La storia del palazzo inizia alla fine del Quattrocento, quando Antonio Grimani acquistò l’edificio. Nel 1521 Antonio divenne Doge di Venezia e, negli anni successivi, i suoi discendenti ampliarono e trasformarono la residenza in una dimora di grande prestigio. A partire dal 1537, Vettore e Giovanni Grimani avviarono un importante progetto decorativo, ispirato al gusto classico e alla cultura antiquaria del Rinascimento.

Il risultato è un palazzo davvero insolito per Venezia. Elementi tosco-romani, marmi, stucchi, affreschi, cortili e sale monumentali si fondono con l’ambiente veneziano, creando un edificio che sembra voler portare lo splendore dell’antica Roma dentro la laguna. Non a caso il museo stesso presenta Palazzo Grimani come un luogo dove scoprire “lo splendore di Roma nel cuore di Venezia”.

Il palazzo è strettamente legato alla figura di Giovanni Grimani, patriarca di Aquileia e grande collezionista di antichità. La sua raccolta comprendeva sculture, busti, statue e reperti classici di grande valore. Nel 1587 Giovanni Grimani donò gran parte della sua collezione alla Serenissima: proprio questa donazione contribuì alla nascita del futuro Museo Archeologico Nazionale di Venezia. Visitare Palazzo Grimani permette quindi di capire meglio anche l’origine del museo archeologico veneziano, perché qui si trovavano molti dei capolavori prima della loro sistemazione pubblica.

Il percorso di visita si apre nel cortile cinquecentesco e prosegue nelle sale del piano nobile. Sala dopo sala, il palazzo racconta il gusto, il prestigio e l’ambizione culturale della famiglia Grimani. Si tratta di una vera casa-museo rinascimentale, pensata per stupire gli ospiti e mostrare il livello intellettuale dei proprietari.

Uno degli ambienti più affascinanti è lo Scalone monumentale, decorato con affreschi attribuiti a Federico Zuccari. È uno di quei punti in cui conviene rallentare, perché il palazzo si rivela proprio nei dettagli: prospettive, decorazioni, soffitti, iscrizioni e passaggi che raccontano il legame tra Venezia e il mondo classico.
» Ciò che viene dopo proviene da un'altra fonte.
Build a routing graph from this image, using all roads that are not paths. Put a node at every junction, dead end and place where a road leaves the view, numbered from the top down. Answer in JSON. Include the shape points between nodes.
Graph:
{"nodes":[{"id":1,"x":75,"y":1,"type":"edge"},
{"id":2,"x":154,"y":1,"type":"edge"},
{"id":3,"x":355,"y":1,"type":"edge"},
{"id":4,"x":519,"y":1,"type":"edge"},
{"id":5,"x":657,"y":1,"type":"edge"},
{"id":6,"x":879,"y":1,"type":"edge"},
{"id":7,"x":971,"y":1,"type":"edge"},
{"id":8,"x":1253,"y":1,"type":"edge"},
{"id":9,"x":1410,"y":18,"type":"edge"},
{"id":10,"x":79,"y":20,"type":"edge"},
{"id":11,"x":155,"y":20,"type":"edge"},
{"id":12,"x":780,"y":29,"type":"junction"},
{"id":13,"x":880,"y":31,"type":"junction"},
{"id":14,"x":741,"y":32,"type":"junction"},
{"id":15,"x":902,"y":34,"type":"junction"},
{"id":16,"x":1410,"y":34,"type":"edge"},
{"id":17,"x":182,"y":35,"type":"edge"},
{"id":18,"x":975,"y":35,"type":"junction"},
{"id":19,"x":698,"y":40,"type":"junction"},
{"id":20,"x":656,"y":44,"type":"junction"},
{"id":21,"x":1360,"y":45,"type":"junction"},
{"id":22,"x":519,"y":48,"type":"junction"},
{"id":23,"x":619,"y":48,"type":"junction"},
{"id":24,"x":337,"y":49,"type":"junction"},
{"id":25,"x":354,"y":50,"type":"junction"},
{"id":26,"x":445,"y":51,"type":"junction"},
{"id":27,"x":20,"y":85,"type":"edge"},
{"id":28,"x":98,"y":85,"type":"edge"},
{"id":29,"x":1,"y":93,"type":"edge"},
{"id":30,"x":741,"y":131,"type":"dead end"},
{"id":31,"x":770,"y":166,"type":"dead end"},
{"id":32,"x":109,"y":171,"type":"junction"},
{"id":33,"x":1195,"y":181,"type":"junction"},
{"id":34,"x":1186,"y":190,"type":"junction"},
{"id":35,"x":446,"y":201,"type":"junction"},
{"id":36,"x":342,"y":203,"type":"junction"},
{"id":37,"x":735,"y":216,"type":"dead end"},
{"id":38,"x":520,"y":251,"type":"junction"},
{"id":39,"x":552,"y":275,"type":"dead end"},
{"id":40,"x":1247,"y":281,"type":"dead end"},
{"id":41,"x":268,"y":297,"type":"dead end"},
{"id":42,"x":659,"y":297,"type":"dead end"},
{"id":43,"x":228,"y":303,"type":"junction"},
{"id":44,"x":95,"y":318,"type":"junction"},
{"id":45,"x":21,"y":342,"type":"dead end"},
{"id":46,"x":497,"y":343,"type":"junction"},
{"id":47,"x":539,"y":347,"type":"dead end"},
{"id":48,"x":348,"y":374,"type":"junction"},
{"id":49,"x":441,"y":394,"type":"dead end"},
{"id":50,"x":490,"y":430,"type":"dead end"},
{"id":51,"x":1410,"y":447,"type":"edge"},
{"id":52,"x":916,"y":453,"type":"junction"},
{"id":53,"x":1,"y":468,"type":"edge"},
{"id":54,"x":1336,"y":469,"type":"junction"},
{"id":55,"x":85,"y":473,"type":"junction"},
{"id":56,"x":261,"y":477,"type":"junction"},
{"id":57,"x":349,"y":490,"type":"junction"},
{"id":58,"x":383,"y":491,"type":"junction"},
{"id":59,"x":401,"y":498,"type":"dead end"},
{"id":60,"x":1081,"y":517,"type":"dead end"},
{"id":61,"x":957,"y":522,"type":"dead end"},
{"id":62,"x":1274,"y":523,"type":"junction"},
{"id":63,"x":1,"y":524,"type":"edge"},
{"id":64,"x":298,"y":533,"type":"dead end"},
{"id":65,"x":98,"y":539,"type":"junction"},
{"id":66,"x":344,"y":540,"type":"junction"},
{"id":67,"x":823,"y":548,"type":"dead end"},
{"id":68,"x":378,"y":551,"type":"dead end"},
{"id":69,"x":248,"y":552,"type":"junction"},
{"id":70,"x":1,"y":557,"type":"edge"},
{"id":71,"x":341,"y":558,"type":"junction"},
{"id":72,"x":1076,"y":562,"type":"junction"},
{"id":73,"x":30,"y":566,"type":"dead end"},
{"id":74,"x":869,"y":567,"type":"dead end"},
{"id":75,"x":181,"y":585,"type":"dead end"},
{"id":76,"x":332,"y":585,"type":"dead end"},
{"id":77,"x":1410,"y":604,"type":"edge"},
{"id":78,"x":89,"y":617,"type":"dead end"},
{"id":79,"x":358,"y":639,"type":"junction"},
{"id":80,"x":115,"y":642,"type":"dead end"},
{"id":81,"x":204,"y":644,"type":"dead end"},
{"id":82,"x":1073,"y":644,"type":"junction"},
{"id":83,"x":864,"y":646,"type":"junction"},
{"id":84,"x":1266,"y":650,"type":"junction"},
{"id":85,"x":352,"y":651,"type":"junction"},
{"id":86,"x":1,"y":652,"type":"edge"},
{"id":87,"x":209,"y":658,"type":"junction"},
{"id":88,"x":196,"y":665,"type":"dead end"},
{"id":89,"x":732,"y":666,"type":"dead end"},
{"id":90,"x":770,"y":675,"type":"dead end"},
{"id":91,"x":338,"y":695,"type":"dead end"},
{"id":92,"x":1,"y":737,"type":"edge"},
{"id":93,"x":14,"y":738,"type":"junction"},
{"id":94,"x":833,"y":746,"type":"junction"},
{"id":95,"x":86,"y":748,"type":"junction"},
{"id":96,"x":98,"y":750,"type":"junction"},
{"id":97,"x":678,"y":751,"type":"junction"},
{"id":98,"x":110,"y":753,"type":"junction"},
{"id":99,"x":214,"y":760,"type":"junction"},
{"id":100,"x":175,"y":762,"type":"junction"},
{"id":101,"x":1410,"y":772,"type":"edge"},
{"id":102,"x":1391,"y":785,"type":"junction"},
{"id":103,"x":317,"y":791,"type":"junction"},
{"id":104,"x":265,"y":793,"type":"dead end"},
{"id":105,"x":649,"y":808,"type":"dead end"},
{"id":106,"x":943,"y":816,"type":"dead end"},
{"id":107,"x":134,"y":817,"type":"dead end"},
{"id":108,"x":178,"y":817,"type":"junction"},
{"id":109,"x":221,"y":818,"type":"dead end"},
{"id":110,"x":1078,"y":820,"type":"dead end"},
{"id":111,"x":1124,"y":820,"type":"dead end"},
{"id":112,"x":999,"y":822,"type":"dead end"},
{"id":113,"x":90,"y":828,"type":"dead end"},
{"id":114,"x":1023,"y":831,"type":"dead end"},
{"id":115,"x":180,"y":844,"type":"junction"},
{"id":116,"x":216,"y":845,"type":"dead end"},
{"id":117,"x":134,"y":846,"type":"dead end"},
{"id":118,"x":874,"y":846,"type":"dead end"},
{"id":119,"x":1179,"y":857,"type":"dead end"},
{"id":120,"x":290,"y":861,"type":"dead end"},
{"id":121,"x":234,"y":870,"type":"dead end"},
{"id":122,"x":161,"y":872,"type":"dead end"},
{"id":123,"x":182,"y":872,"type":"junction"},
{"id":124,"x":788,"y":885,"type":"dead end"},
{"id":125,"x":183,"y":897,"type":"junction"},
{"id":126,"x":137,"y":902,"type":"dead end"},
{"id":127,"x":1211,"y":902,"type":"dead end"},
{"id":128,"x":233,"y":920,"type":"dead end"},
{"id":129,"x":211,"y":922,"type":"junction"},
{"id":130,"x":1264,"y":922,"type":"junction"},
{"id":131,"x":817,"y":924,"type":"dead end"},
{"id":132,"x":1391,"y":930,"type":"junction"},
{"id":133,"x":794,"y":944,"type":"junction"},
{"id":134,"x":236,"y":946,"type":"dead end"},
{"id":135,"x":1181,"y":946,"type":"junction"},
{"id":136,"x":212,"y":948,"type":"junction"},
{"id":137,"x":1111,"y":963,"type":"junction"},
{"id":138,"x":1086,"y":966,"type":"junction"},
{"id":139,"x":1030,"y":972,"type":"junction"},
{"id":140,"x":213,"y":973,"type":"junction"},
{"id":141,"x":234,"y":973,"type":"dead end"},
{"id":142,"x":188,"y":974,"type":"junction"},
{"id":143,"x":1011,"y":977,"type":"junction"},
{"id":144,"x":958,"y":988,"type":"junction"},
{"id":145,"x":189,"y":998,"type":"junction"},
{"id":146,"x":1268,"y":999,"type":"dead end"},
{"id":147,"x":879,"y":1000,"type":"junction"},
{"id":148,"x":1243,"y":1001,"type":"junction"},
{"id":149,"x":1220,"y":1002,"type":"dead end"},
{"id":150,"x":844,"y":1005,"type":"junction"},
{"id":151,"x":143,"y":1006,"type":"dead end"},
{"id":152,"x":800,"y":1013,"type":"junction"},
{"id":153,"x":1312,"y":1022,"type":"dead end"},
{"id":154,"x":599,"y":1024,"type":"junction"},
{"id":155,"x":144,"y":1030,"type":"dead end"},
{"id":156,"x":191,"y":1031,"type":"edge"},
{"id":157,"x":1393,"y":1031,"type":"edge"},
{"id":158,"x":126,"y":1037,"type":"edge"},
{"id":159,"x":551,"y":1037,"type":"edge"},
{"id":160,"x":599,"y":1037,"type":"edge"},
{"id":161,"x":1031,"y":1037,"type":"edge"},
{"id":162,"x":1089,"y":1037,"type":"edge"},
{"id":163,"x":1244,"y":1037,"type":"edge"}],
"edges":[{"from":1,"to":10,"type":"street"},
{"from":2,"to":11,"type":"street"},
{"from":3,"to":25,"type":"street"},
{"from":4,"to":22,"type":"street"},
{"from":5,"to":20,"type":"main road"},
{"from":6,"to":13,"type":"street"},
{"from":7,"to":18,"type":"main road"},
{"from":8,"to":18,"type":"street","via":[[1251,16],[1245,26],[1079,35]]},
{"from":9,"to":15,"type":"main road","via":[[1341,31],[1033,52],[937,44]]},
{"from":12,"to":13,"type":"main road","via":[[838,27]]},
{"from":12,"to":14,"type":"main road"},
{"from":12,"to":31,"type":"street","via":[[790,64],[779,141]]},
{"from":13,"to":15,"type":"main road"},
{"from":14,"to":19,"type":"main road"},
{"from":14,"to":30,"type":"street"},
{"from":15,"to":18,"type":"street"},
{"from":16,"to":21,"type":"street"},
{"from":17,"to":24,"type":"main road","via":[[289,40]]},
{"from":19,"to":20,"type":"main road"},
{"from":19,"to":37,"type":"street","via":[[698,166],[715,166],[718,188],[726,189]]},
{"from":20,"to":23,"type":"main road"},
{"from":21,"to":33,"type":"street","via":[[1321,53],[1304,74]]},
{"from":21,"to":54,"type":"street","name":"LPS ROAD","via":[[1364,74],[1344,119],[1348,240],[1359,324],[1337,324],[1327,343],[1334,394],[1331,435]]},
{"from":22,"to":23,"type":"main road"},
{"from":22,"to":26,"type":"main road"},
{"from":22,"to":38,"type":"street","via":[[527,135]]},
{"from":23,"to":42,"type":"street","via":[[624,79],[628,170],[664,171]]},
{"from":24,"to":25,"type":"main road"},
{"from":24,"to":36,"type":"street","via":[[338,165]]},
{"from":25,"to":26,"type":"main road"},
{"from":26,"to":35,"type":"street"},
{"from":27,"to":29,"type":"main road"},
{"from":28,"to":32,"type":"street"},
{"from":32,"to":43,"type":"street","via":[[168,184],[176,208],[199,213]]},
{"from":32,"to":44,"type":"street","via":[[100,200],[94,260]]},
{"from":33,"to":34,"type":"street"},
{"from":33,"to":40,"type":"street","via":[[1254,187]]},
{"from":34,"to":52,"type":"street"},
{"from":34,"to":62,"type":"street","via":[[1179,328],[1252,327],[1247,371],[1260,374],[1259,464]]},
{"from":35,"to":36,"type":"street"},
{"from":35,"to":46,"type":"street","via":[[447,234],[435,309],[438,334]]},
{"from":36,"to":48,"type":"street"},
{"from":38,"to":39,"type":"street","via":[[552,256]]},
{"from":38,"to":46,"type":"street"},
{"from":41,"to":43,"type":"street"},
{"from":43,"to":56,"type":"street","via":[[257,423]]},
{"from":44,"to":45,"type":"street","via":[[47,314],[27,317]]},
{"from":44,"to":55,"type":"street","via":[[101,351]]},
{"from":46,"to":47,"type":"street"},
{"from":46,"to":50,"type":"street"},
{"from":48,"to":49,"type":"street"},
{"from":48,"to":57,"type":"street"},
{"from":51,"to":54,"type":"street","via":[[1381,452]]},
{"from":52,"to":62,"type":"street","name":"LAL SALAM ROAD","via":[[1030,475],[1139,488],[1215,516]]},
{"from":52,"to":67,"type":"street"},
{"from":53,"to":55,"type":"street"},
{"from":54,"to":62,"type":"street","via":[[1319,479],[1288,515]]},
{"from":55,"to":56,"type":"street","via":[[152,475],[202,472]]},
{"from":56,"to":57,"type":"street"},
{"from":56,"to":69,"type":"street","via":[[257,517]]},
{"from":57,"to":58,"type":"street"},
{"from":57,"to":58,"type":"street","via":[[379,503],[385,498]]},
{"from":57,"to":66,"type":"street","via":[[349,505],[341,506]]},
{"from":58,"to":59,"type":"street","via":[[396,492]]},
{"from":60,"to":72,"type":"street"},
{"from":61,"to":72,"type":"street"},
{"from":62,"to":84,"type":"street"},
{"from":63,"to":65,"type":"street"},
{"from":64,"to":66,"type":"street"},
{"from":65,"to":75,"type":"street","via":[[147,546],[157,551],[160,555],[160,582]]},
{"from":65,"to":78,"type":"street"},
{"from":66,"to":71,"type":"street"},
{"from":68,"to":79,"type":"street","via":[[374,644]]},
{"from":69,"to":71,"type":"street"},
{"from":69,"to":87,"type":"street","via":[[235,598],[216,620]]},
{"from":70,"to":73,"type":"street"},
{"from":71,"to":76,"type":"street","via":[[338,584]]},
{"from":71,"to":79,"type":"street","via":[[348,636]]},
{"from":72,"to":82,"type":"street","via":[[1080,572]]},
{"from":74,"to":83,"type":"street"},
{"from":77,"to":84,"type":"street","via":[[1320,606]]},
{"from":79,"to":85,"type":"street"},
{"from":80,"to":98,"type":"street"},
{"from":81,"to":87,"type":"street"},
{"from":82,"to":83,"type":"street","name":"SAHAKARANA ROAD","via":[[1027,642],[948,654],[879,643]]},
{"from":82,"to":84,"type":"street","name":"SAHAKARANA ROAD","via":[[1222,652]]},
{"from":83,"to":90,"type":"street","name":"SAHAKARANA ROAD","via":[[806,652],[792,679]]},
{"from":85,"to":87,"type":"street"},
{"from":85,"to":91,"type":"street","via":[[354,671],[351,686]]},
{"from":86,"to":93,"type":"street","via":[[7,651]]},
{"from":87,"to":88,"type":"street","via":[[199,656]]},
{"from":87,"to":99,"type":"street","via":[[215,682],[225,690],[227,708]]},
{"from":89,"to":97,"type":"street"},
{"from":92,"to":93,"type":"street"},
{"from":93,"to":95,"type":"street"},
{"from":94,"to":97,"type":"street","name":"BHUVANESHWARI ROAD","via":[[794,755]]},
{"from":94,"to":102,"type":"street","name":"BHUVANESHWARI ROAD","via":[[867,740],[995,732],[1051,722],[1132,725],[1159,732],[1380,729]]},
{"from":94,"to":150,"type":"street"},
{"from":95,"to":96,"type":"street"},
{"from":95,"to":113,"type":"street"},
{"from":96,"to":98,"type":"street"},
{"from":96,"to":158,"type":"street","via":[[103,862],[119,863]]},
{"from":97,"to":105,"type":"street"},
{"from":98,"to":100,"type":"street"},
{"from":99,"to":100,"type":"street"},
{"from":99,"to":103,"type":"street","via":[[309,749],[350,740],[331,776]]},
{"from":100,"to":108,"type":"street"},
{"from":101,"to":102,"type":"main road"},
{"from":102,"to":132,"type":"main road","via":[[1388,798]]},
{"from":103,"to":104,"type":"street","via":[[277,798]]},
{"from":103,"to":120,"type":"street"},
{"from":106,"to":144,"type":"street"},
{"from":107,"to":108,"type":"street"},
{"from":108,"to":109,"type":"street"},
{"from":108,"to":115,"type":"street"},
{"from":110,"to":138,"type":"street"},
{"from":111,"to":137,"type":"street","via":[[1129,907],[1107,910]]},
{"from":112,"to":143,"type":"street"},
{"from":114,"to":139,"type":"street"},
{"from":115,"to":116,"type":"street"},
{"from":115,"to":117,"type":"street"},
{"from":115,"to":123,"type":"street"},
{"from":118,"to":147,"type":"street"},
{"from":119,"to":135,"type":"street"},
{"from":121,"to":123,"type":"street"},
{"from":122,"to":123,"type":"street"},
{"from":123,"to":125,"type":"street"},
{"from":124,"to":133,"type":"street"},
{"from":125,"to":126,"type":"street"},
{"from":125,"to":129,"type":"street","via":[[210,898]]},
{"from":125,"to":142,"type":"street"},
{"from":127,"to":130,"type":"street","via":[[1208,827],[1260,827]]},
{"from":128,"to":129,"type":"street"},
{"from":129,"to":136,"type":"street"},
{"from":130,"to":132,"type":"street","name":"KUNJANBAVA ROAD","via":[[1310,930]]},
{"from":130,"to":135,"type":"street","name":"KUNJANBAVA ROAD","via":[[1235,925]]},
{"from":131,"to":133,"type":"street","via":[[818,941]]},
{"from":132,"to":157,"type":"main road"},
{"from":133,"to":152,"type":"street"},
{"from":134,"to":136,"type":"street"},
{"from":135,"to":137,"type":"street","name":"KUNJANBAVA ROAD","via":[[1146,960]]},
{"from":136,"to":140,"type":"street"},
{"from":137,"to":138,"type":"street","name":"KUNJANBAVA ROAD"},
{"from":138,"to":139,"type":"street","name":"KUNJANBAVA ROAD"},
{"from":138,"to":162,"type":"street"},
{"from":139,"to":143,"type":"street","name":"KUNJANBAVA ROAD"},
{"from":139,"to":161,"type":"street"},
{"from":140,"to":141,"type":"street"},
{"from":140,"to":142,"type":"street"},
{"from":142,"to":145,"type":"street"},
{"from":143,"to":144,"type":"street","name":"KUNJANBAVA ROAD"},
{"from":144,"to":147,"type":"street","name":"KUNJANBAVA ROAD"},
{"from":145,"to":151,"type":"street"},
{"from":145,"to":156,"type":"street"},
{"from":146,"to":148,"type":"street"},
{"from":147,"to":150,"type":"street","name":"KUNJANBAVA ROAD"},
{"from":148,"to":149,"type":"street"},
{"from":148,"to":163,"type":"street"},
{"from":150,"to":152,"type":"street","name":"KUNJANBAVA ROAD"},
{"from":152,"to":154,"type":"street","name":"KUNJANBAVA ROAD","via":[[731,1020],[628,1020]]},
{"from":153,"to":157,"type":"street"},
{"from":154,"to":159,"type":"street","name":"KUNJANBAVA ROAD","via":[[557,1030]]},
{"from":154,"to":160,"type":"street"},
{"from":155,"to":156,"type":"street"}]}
Il cuore della visita è però la celebre Tribuna Grimani, uno spazio unico a Venezia. In origine ospitava più di centotrenta sculture antiche della collezione familiare ed era pensata come un ambiente spettacolare, quasi un antiquarium privato. La sala richiama l’idea del Pantheon e unisce architettura, scultura e luce in modo molto scenografico. Oggi la Tribuna è ancora il punto più emozionante del museo: statue, busti e marmi sono disposti in un ambiente raccolto ma potentissimo, capace di far capire subito quanto fosse importante la collezione Grimani.

Tra le sale da osservare con attenzione ci sono anche la Sala del Doge, il Portego, la Sala a Fogliami e gli ambienti decorati con affreschi, stucchi e motivi ispirati alla natura e alla mitologia.

Dopo lunghi passaggi di proprietà e un periodo di degrado, Palazzo Grimani è stato acquistato dallo Stato italiano nel 1981. Dopo un importante restauro, ha riaperto al pubblico nel 2008 come museo statale. Oggi è un luogo in continua evoluzione, perché accanto al percorso storico ospita regolarmente mostre temporanee e progetti che mettono in dialogo arte antica e arte contemporanea.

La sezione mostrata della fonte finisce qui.